— ABOUT THIS EXERCISE —
Go through the entries below and copy every line that holds the word "Place".

START DATA FOR REVIEW

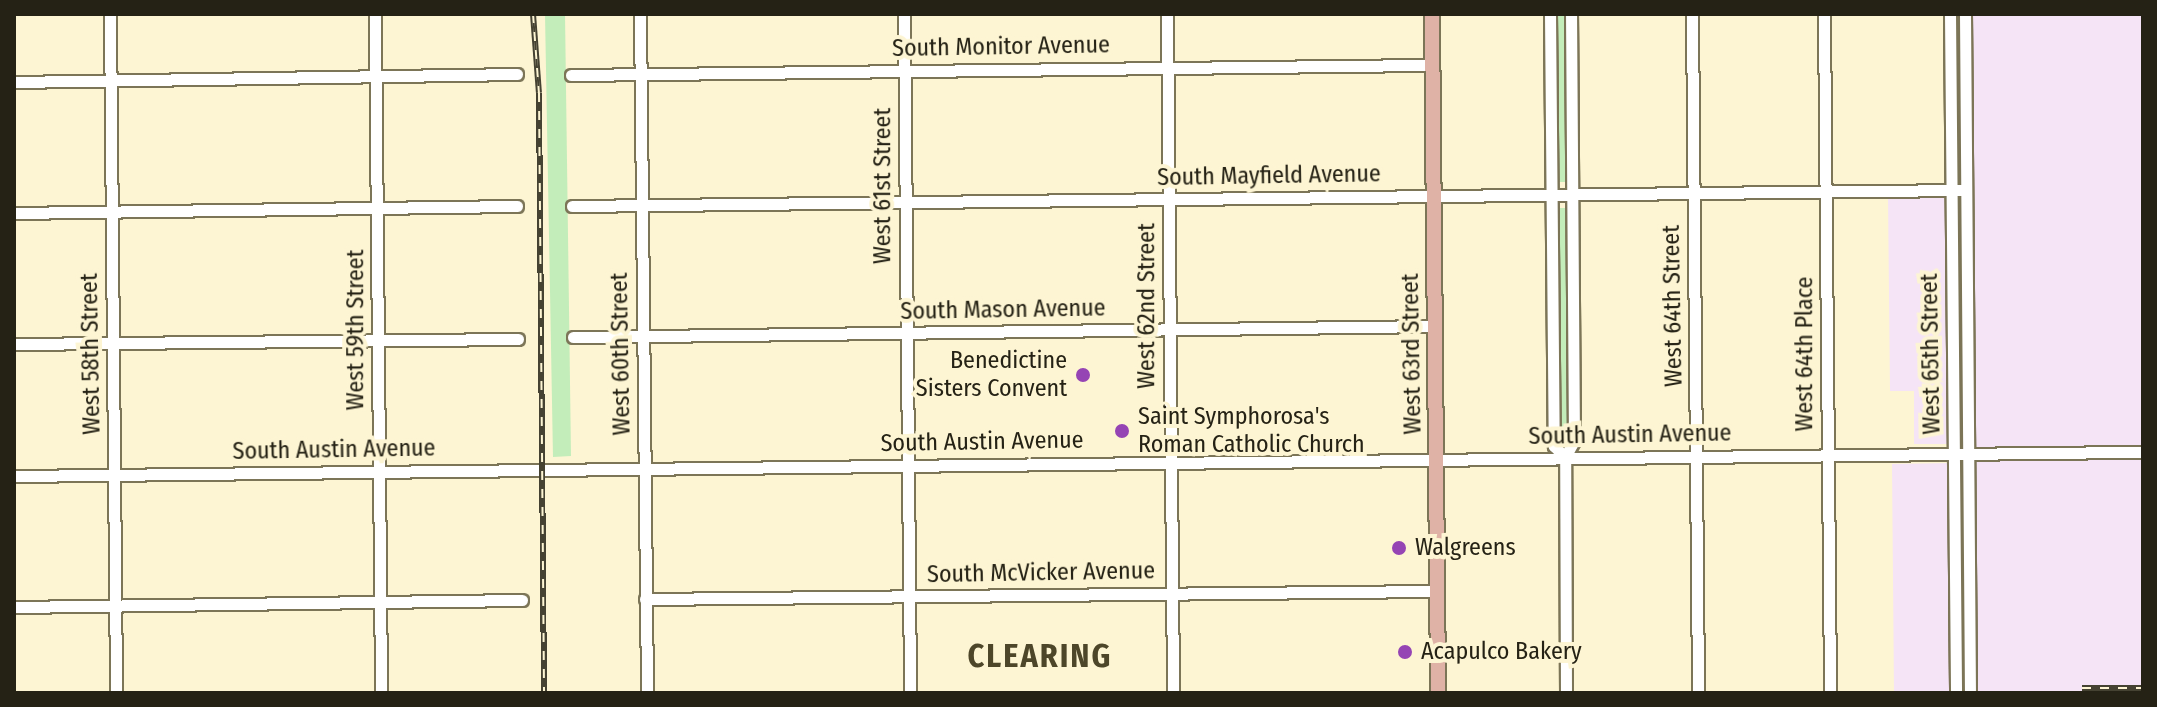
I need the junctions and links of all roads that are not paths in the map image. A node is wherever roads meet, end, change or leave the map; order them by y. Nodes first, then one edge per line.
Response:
1 (110, 14) edge
2 (375, 14) edge
3 (640, 14) edge
4 (904, 14) edge
5 (1167, 14) edge
6 (1432, 14) edge
7 (1550, 14) edge
8 (1571, 14) edge
9 (1692, 14) edge
10 (1824, 14) edge
11 (1950, 14) edge
12 (1965, 14) edge
13 (1432, 65) junction
14 (1167, 67) junction
15 (904, 70) junction
16 (640, 73) junction
17 (517, 74) dead end
18 (571, 75) dead end
19 (376, 77) junction
20 (111, 81) junction
21 (14, 82) edge
22 (1952, 190) junction
23 (1966, 190) junction
24 (1826, 192) junction
25 (1694, 193) junction
26 (1552, 195) junction
27 (1573, 195) junction
28 (1433, 196) junction
29 (1169, 199) junction
30 (906, 203) junction
31 (517, 206) dead end
32 (572, 206) dead end
33 (641, 206) junction
34 (377, 208) junction
35 (112, 212) junction
36 (14, 213) edge
37 (1434, 326) junction
38 (1170, 330) junction
39 (907, 333) junction
40 (573, 337) dead end
41 (643, 337) junction
42 (518, 339) dead end
43 (378, 340) junction
44 (113, 343) junction
45 (14, 344) edge
46 (2143, 452) edge
47 (1954, 453) junction
48 (1969, 453) junction
49 (1828, 454) junction
50 (1696, 456) junction
51 (1565, 457) junction
52 (1435, 459) junction
53 (1171, 462) junction
54 (908, 465) junction
55 (644, 468) junction
56 (379, 472) junction
57 (114, 475) junction
58 (14, 476) edge
59 (1437, 591) junction
60 (1172, 593) junction
61 (909, 596) junction
62 (645, 599) junction
63 (522, 600) dead end
64 (380, 602) junction
65 (116, 605) junction
66 (14, 607) edge
67 (1955, 644) junction
68 (1969, 644) junction
69 (116, 693) edge
70 (381, 693) edge
71 (647, 693) edge
72 (910, 693) edge
73 (1173, 693) edge
74 (1438, 693) edge
75 (1566, 693) edge
76 (1698, 693) edge
77 (1830, 693) edge
78 (1956, 693) edge
79 (1970, 693) edge

1 - 20 street, West 58th Street
2 - 19 street, West 59th Street
3 - 16 street, West 60th Street
4 - 15 street, West 61st Street
5 - 14 street, West 62nd Street
6 - 13 main road, West 63rd Street
7 - 26 street
8 - 27 street
9 - 25 street, West 64th Street
10 - 24 street, West 64th Place
11 - 22 street, West 65th Street
12 - 23 street, West 65th Street
13 - 14 street, South Monitor Avenue
13 - 28 main road, West 63rd Street
14 - 15 street, South Monitor Avenue
14 - 29 street, West 62nd Street
15 - 16 street, South Monitor Avenue
15 - 30 street, West 61st Street
16 - 18 street, South Monitor Avenue
16 - 33 street, West 60th Street
17 - 19 street
19 - 20 street
19 - 34 street, West 59th Street
20 - 21 street
20 - 35 street, West 58th Street
22 - 23 street, South Mayfield Avenue
22 - 24 street, South Mayfield Avenue
22 - 47 street, West 65th Street
23 - 48 street, West 65th Street
24 - 25 street, South Mayfield Avenue
24 - 49 street, West 64th Place
25 - 27 street, South Mayfield Avenue
25 - 50 street, West 64th Street
26 - 27 street, South Mayfield Avenue
26 - 28 street, South Mayfield Avenue
26 - 51 street
27 - 51 street
28 - 29 street, South Mayfield Avenue
28 - 37 main road, West 63rd Street
29 - 30 street, South Mayfield Avenue
29 - 38 street, West 62nd Street
30 - 33 street, South Mayfield Avenue
30 - 39 street, West 61st Street
31 - 34 street
32 - 33 street, South Mayfield Avenue
33 - 41 street, West 60th Street
34 - 35 street
34 - 43 street, West 59th Street
35 - 36 street
35 - 44 street, West 58th Street
37 - 38 street, South Mason Avenue
37 - 52 main road, West 63rd Street
38 - 39 street, South Mason Avenue
38 - 53 street, West 62nd Street
39 - 41 street, South Mason Avenue
39 - 54 street, West 61st Street
40 - 41 street, South Mason Avenue
41 - 55 street, West 60th Street
42 - 43 street
43 - 44 street
43 - 56 street, West 59th Street
44 - 45 street
44 - 57 street, West 58th Street
46 - 48 street, South Austin Avenue
47 - 48 street, South Austin Avenue
47 - 49 street, South Austin Avenue
47 - 67 street, West 65th Street
48 - 68 street, West 65th Street
49 - 50 street, South Austin Avenue
49 - 77 street, West 64th Place
50 - 51 street, South Austin Avenue
50 - 76 street, West 64th Street
51 - 52 street, South Austin Avenue
51 - 75 street
52 - 53 street, South Austin Avenue
52 - 59 main road, West 63rd Street
53 - 54 street, South Austin Avenue
53 - 60 street, West 62nd Street
54 - 55 street, South Austin Avenue
54 - 61 street, West 61st Street
55 - 56 street, South Austin Avenue
55 - 62 street, West 60th Street
56 - 57 street, South Austin Avenue
56 - 64 street, West 59th Street
57 - 58 street, South Austin Avenue
57 - 65 street, West 58th Street
59 - 60 street, South McVicker Avenue
59 - 74 main road, West 63rd Street
60 - 61 street, South McVicker Avenue
60 - 73 street, West 62nd Street
61 - 62 street, South McVicker Avenue
61 - 72 street, West 61st Street
62 - 71 street, West 60th Street
63 - 64 street
64 - 65 street
64 - 70 street, West 59th Street
65 - 66 street
65 - 69 street, West 58th Street
67 - 68 street
67 - 78 street, West 65th Street
68 - 79 street, West 65th Street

END DATA FOR REVIEW

— REPLY TO THE EXERCISE —
10 - 24 street, West 64th Place
24 - 49 street, West 64th Place
49 - 77 street, West 64th Place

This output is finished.